Çevre ve doğa karşısında duyarsızlığımızı, düşüncesizliğimizi ve duygusuzluğumuzu devam ettirmek için doğa ve ekoloji konusunu bir ideolojik çatışma ve kamplaşma sorunu haline getiriyoruz. Doğanın ve ekolojinin ideolojik çatışma konusu haline getirilmesi, doğayı ve çevreyi talan ve tahrip etmek için uydurulan bir kurgudur. Doğa ve ekoloji, bizi birbirimizle çatıştıran ve ayrıştıran bir konu değildir. İnsanı bütünleştiren tek konu, doğa ve ekolojidir. İnsan, doğa etrafında birleşmediği sürece kendi içinde huzura kavuşamayacağı gibi, birbiriyle çatışmaya ve savaşmaya da devam edecektir. Doğayla barışmadan ve bütünleşmeden insanın, insanla barışması ve bütünleşmesi mümkün değildir.
Ekoloji ve doğa, hayali, akıl dışı ve gerçek dışı nitelikte fantezi sorunlar değildir. Ekoloji ve doğa, marjinal konularda değildir. Ekoloji ve doğa, çok küçük marjinal elit kişilerin ilgilendiği lüks kuramlarda değildir. Ekoloji ve doğa, hayatımızın kendisidir.

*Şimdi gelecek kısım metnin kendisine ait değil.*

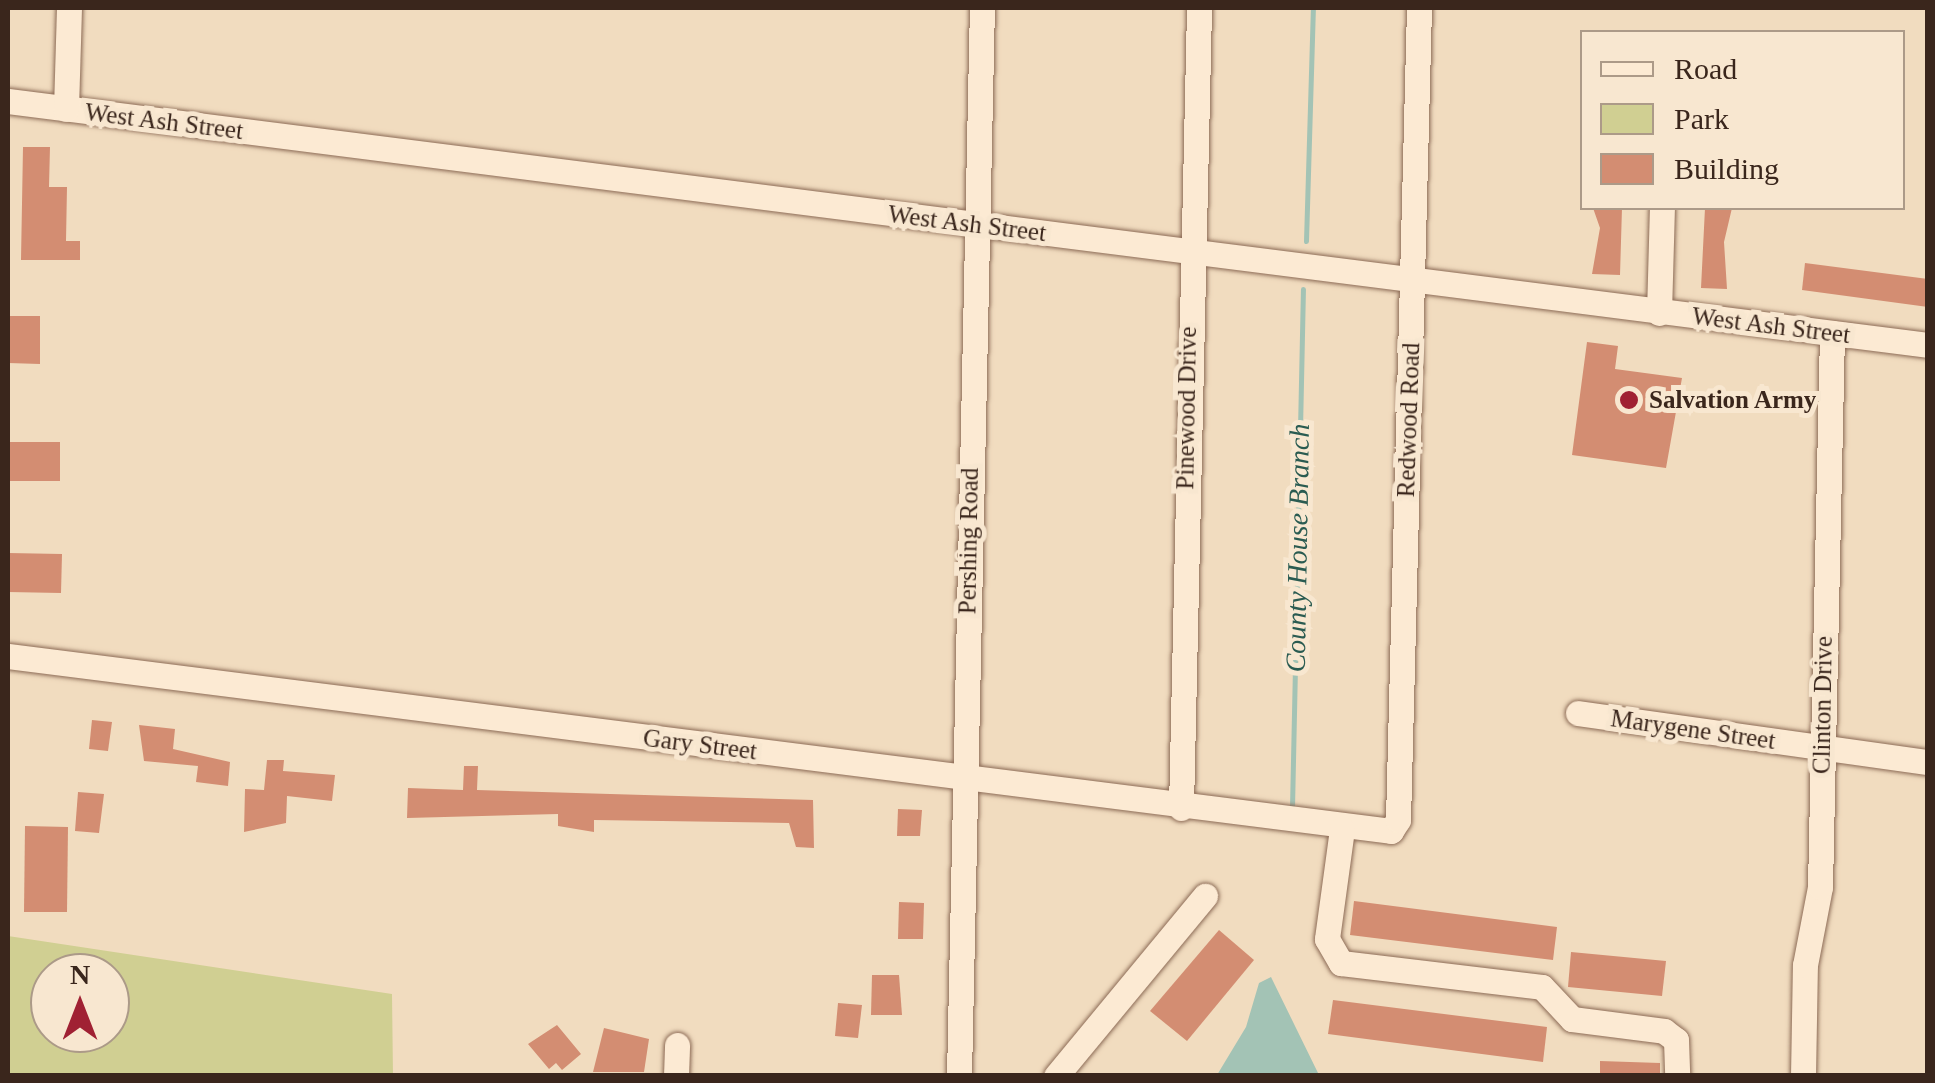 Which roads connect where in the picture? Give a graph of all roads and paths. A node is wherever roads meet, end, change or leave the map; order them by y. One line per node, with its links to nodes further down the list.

Ekoloji ve doğayı hayatımızın uçlarında yer alan konular olarak değil, hayatın bizzat merkezinde yer alan hayatın kendisi olarak kavrayan yeni bir anlayışa ihtiyaç duymaktayız. İnsanın doğa içinde sağlıklı ve sürdürülebilir şekilde yaşaması gerekmektedir.
Kalkınma, endüstriyel, teknolojik ve ekonomik kalkınmadan ibaret değildir. İnsani kalkınma, doğayı insanın tahakkümüne sokan kalkınma değildir. Kalkınma, doğanın içinde doğayı yağmalamadan gerçekleşen kalkınmadır. Kar ve kalkınma adına doğa sömürülemez. Doğayı tahrip ederek gerçekleşen kalkınma değil, barbarlıktır. Kalkınma ve kar adına doğanın sömürülmesi karşısında doğa, artık kendini yenilememektedir. Doğa artık bitti. İnsanlık, Ya Doğa! Ya Barbarlık! şeklinde iki seçenekle karşı karşıyadır.